Sabalenka no entiende de cambios de guion: huracán triunfal y a la final del US Open
La bielorrusa regresa a la final en Nueva York tras vencer por tercer año consecutivo a una tenaz pero poco resolutiva Pegula: solo un partido la separa de un nuevo Grand Slam.
En Nueva York, Aryna Sabalenka tiene una pasión: repetir año tras año los guiones que tan bien se tiene aprendidos. Para qué cambiar lo que está bien, pensará la bielorrusa: si se llega al último Grand Slam de la temporada con la "necesidad" de conjurar su mejor tenis y arreglar pasados desaguisados con un título de Major, la bielorrusa conoce de sobra la fórmula para lograrlo, una fórmula que pasa por volver a aquello que siempre le ha funcionado. Tenis arrollador, de bandera, con un dominio total de los puntos cortos, la kryptonita para una Jessica Pegula que vuelve a quedarse a la orilla. La número uno del mundo (hasta el próximo lunes) ya es la primera finalista del US Open 2026 (7-5, 6-2).
Había una curiosidad enorme por ver cómo se comportaban las dos caras de una misma moneda. Pocas veces había llegado Jessica Pegula a Nueva York tan en forma como en esta, con la sensación de que todos los factores se conjugaban para, al fin, superar al monstruo final de Aryna en casa; por su parte, la bielorrusa había salvado con oficio uno de esos partidos que te dan un increíble envión de confianza ante Noskova, pero... ¿sería suficiente para alejar la irregularidad de Canadá y Cincinnati? ¿Había vuelto la mejor Aryna?
Así solventó dudas Sabalenka para clasificar a la final del US Open 2026
Hay aspectos del partido que nos hacen contestar a dicha pregunta con un rotundo sí. El primero y principal, que se manifestó desde el primer instante, es la absurda cantidad de puntos cortos que se jugaron: el duelo iba a una velocidad letal, con restos muy profundos y un afán constante por montarse encima de la bola y ganar, casi, por aplastamiento. ¿Quién mejor que Aryna en ese registro?
Un registro que, además, es aún más efectivo si se mantiene bajo presión, en los puntos importantes. Tras media hora de balas de fogueo, con ambas jugadoras tanteándose y dejando que sus primeros golpes marcasen la diferencia, algunos errores colocaron a la bielorrusa bola de break abajo... y ahí, con un saque + 1 que concluyó con una derecha ganadora, Aryna puso la primera piedra para asemejarse a la de hace un par de temporadas, esa máquina imparable que se transforma en un témpano de hielo en los momentos de presión.

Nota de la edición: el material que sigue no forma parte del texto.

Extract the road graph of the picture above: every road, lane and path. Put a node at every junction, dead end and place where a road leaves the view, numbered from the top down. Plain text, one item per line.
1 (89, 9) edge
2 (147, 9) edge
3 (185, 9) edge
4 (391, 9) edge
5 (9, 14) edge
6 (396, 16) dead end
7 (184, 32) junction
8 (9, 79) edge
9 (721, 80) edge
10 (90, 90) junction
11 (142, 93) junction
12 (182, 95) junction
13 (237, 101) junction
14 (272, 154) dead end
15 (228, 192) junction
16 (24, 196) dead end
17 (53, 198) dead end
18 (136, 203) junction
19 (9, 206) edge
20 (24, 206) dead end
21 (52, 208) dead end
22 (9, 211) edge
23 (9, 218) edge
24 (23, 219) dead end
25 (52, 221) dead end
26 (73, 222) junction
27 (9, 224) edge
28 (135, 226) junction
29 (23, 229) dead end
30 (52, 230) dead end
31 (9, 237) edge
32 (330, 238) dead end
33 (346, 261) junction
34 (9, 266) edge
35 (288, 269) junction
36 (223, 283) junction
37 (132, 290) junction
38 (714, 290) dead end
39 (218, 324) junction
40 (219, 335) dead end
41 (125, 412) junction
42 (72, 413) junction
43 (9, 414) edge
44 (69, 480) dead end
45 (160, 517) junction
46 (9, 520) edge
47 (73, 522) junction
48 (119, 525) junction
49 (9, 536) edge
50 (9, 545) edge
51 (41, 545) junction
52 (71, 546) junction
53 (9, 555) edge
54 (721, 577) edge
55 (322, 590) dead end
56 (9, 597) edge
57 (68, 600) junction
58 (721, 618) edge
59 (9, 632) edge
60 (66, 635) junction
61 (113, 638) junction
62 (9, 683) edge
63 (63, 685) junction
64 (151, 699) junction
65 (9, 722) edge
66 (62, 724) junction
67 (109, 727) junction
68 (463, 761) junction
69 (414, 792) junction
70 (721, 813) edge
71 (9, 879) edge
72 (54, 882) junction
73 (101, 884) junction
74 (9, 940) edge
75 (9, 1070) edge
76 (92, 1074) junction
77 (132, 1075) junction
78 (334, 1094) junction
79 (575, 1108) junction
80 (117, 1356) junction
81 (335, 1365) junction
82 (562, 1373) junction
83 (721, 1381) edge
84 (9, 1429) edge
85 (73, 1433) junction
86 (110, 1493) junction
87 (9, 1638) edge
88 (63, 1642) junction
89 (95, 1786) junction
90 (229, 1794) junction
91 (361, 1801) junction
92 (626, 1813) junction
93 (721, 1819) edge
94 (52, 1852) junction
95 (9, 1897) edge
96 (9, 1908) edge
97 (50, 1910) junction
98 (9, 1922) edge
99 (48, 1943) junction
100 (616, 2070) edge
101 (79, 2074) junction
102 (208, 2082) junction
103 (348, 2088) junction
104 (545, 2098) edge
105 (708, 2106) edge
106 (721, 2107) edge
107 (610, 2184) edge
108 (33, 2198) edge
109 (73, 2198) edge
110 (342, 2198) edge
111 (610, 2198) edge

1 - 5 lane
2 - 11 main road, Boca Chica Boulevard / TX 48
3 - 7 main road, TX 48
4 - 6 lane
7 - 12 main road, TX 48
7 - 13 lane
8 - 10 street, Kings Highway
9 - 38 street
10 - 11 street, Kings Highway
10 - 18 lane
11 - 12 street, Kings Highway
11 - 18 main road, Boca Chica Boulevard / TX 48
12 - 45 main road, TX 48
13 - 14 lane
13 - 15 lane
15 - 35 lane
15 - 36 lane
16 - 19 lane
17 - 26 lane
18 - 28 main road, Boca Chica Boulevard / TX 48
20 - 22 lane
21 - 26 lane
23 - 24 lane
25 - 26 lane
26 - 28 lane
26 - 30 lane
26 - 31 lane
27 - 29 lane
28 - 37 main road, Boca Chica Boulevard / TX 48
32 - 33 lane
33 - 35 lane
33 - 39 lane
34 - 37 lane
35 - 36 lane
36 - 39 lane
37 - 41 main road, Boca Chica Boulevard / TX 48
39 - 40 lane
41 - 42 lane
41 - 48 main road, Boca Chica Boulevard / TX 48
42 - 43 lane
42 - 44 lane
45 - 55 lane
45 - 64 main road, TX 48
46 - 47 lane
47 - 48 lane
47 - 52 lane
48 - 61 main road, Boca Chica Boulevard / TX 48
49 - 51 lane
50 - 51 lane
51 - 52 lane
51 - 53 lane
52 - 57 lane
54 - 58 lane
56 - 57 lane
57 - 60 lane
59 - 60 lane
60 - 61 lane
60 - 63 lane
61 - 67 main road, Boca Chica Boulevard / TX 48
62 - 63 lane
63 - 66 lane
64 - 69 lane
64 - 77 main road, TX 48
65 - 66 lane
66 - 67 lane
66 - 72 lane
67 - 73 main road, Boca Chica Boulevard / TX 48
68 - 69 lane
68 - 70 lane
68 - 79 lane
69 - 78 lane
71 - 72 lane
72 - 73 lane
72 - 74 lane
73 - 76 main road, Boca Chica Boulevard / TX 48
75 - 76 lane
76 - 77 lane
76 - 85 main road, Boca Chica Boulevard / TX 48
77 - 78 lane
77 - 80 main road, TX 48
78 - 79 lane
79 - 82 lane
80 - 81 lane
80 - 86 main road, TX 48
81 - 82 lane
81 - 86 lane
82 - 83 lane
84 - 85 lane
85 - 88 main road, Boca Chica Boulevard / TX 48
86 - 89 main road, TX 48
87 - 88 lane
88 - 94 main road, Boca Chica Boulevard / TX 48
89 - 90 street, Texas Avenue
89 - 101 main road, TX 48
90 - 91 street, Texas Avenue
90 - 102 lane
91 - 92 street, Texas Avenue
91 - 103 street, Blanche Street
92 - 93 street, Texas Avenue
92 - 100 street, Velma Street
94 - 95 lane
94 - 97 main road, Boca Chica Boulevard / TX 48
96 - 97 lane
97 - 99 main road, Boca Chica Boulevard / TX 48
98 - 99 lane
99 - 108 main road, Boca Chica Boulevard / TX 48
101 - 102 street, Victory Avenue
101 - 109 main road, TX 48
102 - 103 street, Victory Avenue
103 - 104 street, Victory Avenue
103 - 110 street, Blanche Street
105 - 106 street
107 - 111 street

Best Aryna Sabalenka performance of the year by a mile.
New York is now clearly her preferred hunting ground, and she might cash in once again on Saturday! 🏆 pic.twitter.com/2DvCJ6Lvjk— Bastien Fachan (@BastienFachan) September 11, 2026
Sabalenka salvó aquel juego, aclaró las ideas y aprovechó la única ventana de oportunidad que le dio Pegula. De nuevo Jessica se veía set abajo, y la sensación era de agotamiento: ni respondiendo en el terreno de su rival era capaz de obtener una ventaja. Quizás Jessie no supo o no pudo llevar el duelo, convertido en un tiroteo total, a una zona de confort más apta para su estilo: siempre se jugó a lo que quería Sabalenka, para lo bueno y para lo malo.
En el segundo set, Aryna sintió el empujón moral del primero y convirtió su tenis en un todoterreno capaz de adaptarse a todos los terrenos. Hasta frustró a Pegula, amagando con tirar la raqueta tras una defensa a bote pronto descomunal, un golpe encima de la mesa que ejemplificaba que la bielorrusa estaba esta noche a un nivel superior. Con esa confianza afrontará una final, ante Gauff o Rybakina, que quizás mira con el peso del número uno sacado de sus hombros, con la confianza de quien saca adelante duelos de postín y la galopante sensación de que una jugadora de este calibre no puede acabar su temporada sin un gran título. La espinita clavada conocerá su resolución el próximo sábado... mientras Aryna pisa una nueva final de Grand Slam.